There were tunes, songs, dances and laughter aplenty as a musical touch took over the Stourbridge Comedy Festival.

Rich Hall split his act into two sections, giving an hilarious account of his visit to Buckingham Palace in the first part
Rich Hall split his act into two sections, giving an hilarious account of his visit to Buckingham Palace in the first part

The latest evening of the festival saw veteran American comedy and musician Rich Hall take to the stage at Katie Fitzgerald's to deliver a tour-de-force performance.

Deadpan in his delivery and able to keep a steady flow of lines coming out, Hall was in his element in front of a sold-out audience in his second show of the day.

He broke his act up into two parts, doing a straight stand up routine in the first part which had the audience constantly rolling with laughter.

From one of his neighbours in Montana voting for Donald Trump because he didn't disclose his tax returns as Mary and Joseph never did in the bible to talking about the Mexican border wall, his act was hilarious.

He also spoke about his life in England, joking about British films all being about tragedies, but one person also has a talent, and told a very funny story of being invited to Buckingham Palace and being mistaken for a Canadian, not a comedian, by Prince Phillip.

After leaving the room rocking after slamming Donald Trump for Covfefe and misspelling words, Hall picked up his guitar and launched into part two, singing funny versions of country and western songs.

These included a song about a girl from Stourbridge marrying a man from Kidderminster and a participation song "Fur on a stick" with an audience member signing the line for him.

Afterwards, he said he was at the beginning of his new tour, having rearranged the dates from 2020 when the pandemic started, and said the room at Katie Fitzgerald's had fit what he liked about comedy.

He said: "When you have people really crammed into a venue like this, the focus is different to playing a theatre, which are great to play, but comedy just thrives on a bunch of people being put into a room.

"If you get that, with very little trappings, then the focus is just on you and the crowd and they're right there on top of you, and everybody can hear what the other person is saying.

"You might make more money doing a bigger venue, but that's not the essence of stand up, whereas tonight with close to 100 people is more like it as you're making them laugh."

Hall was ably supported on the night by two very funny acts which used music as part of their routines.

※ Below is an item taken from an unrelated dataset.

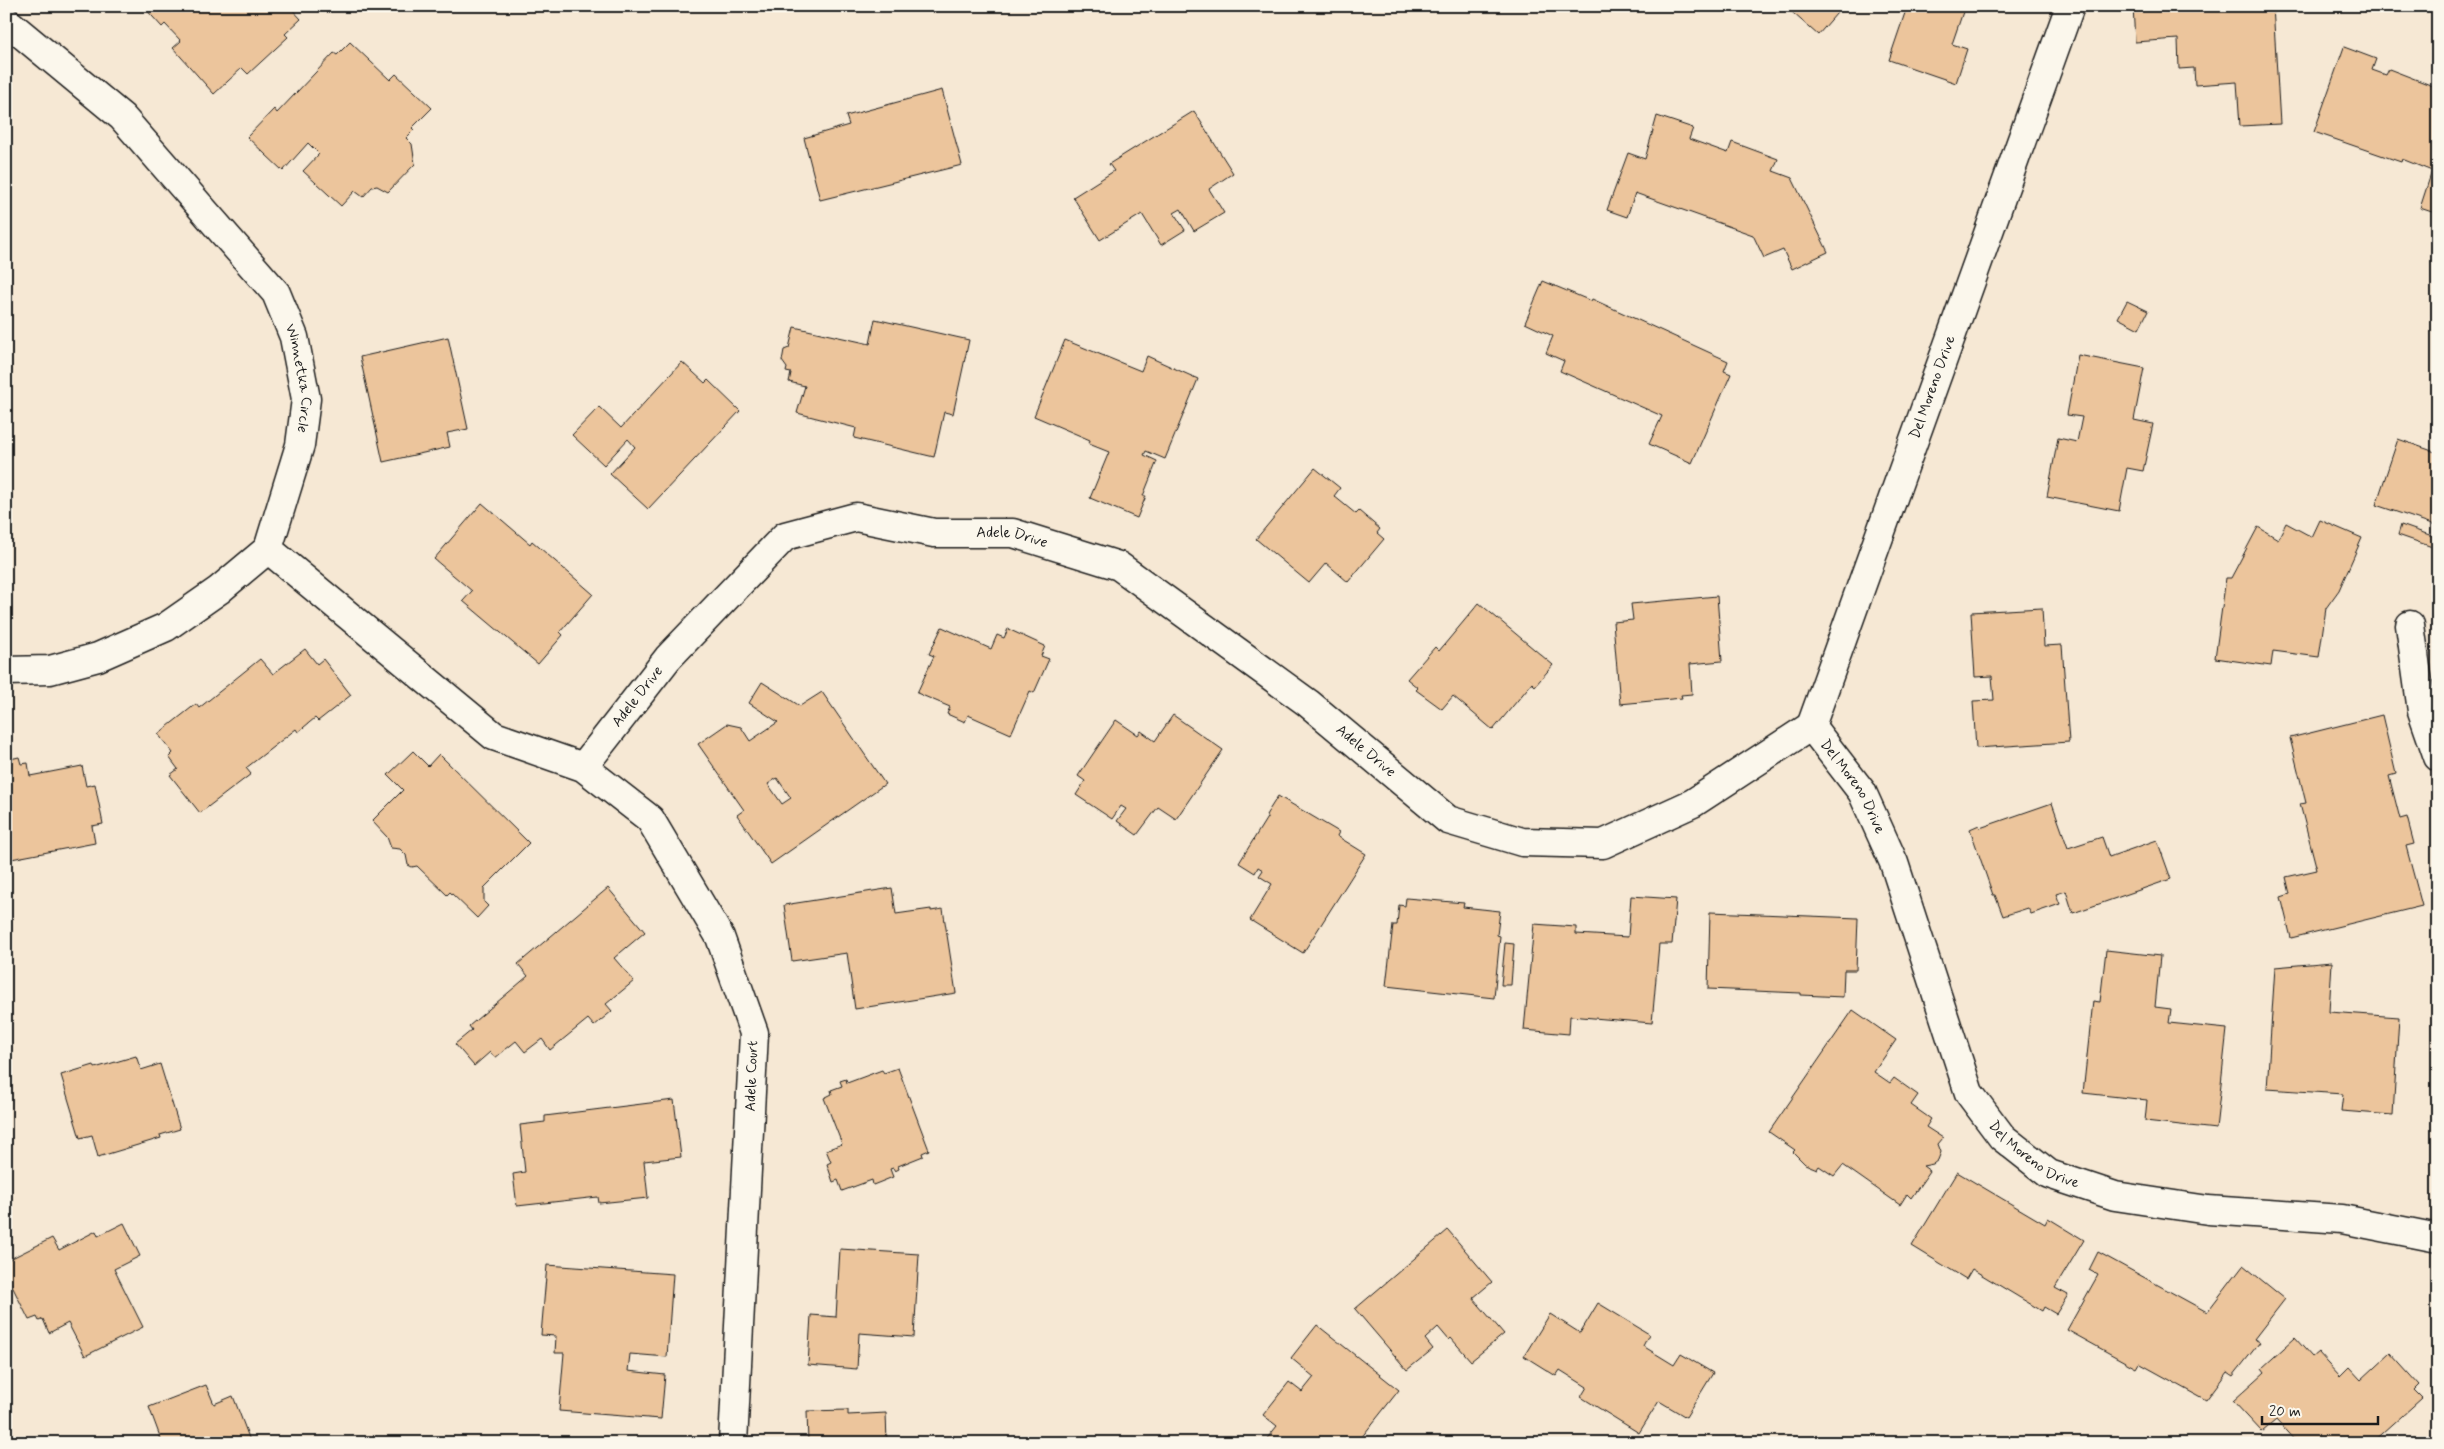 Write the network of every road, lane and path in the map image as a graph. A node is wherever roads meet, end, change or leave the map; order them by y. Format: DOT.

Micky P Kerr opened the evening with a series of short, but very funny songs on guitar about travel, dinner ladies, toothpaste in an unfortunate area.

He also brought the house down with a performance of the Fresh Prince of Bel Air theme in the style of Bob Dylan and got the audience singing along to Bee Gees songs while he performed the rest in a series of grunts and noises.

The other act on the night was duo Good Kids, who performed a series of sketches ranging from a pyromaniac Fireman Sam to a bizarre song about a Chocolate fountain and a football manager monologue.